**SOURCE RECORDS:**
--- START ---

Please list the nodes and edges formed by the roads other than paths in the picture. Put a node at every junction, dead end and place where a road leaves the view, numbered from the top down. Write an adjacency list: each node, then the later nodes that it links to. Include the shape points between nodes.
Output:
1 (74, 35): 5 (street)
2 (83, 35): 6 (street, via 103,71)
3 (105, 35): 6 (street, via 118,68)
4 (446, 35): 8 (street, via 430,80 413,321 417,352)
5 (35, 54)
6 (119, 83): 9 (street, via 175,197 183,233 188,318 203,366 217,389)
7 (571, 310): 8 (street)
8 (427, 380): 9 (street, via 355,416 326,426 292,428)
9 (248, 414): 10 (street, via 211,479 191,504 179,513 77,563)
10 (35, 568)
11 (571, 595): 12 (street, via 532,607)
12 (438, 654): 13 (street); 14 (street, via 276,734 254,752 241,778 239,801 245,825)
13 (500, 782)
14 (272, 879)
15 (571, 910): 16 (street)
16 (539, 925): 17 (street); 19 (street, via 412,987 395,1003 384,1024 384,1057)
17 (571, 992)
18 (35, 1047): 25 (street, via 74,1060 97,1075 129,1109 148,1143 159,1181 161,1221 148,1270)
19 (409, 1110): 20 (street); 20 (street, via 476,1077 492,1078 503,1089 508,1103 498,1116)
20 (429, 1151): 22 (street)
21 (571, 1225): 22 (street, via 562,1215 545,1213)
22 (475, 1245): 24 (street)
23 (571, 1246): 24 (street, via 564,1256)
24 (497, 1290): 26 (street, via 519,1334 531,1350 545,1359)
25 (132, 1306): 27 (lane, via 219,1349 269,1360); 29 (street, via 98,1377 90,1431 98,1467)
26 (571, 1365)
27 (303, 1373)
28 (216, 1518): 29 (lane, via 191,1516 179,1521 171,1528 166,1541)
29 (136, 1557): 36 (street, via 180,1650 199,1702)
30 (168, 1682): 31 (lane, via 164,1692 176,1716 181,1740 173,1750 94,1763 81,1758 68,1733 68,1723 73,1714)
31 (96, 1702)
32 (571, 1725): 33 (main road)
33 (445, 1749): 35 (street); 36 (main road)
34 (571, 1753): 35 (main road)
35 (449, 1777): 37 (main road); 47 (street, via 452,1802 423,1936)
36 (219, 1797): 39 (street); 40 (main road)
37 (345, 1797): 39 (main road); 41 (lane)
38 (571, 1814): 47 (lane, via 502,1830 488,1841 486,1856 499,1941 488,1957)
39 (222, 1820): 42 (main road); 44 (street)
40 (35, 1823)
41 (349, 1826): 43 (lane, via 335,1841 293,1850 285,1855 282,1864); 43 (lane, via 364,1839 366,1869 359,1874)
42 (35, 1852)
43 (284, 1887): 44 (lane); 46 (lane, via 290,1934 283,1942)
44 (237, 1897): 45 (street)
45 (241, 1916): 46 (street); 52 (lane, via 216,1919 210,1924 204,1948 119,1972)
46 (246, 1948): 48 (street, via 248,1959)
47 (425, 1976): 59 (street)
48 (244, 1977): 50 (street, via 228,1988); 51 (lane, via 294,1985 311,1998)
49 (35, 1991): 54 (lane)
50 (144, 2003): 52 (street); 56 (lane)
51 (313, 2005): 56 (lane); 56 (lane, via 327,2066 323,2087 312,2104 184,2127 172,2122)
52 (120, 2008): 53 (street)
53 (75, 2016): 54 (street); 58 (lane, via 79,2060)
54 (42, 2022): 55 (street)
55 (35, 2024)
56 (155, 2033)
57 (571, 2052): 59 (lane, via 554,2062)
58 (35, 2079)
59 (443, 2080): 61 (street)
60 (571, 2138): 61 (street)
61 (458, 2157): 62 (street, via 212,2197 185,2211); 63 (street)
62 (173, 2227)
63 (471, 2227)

--- END ---

Whichever lines of the material hold the word "road", find and copy them.

**ANSWER TO THIS PROBLEM:**
Please list the nodes and edges formed by the roads other than paths in the picture. Put a node at every junction, dead end and place where a road leaves the view, numbered from the top down. Write an adjacency list: each node, then the later nodes that it links to. Include the shape points between nodes.
32 (571, 1725): 33 (main road)
33 (445, 1749): 35 (street); 36 (main road)
34 (571, 1753): 35 (main road)
35 (449, 1777): 37 (main road); 47 (street, via 452,1802 423,1936)
36 (219, 1797): 39 (street); 40 (main road)
37 (345, 1797): 39 (main road); 41 (lane)
39 (222, 1820): 42 (main road); 44 (street)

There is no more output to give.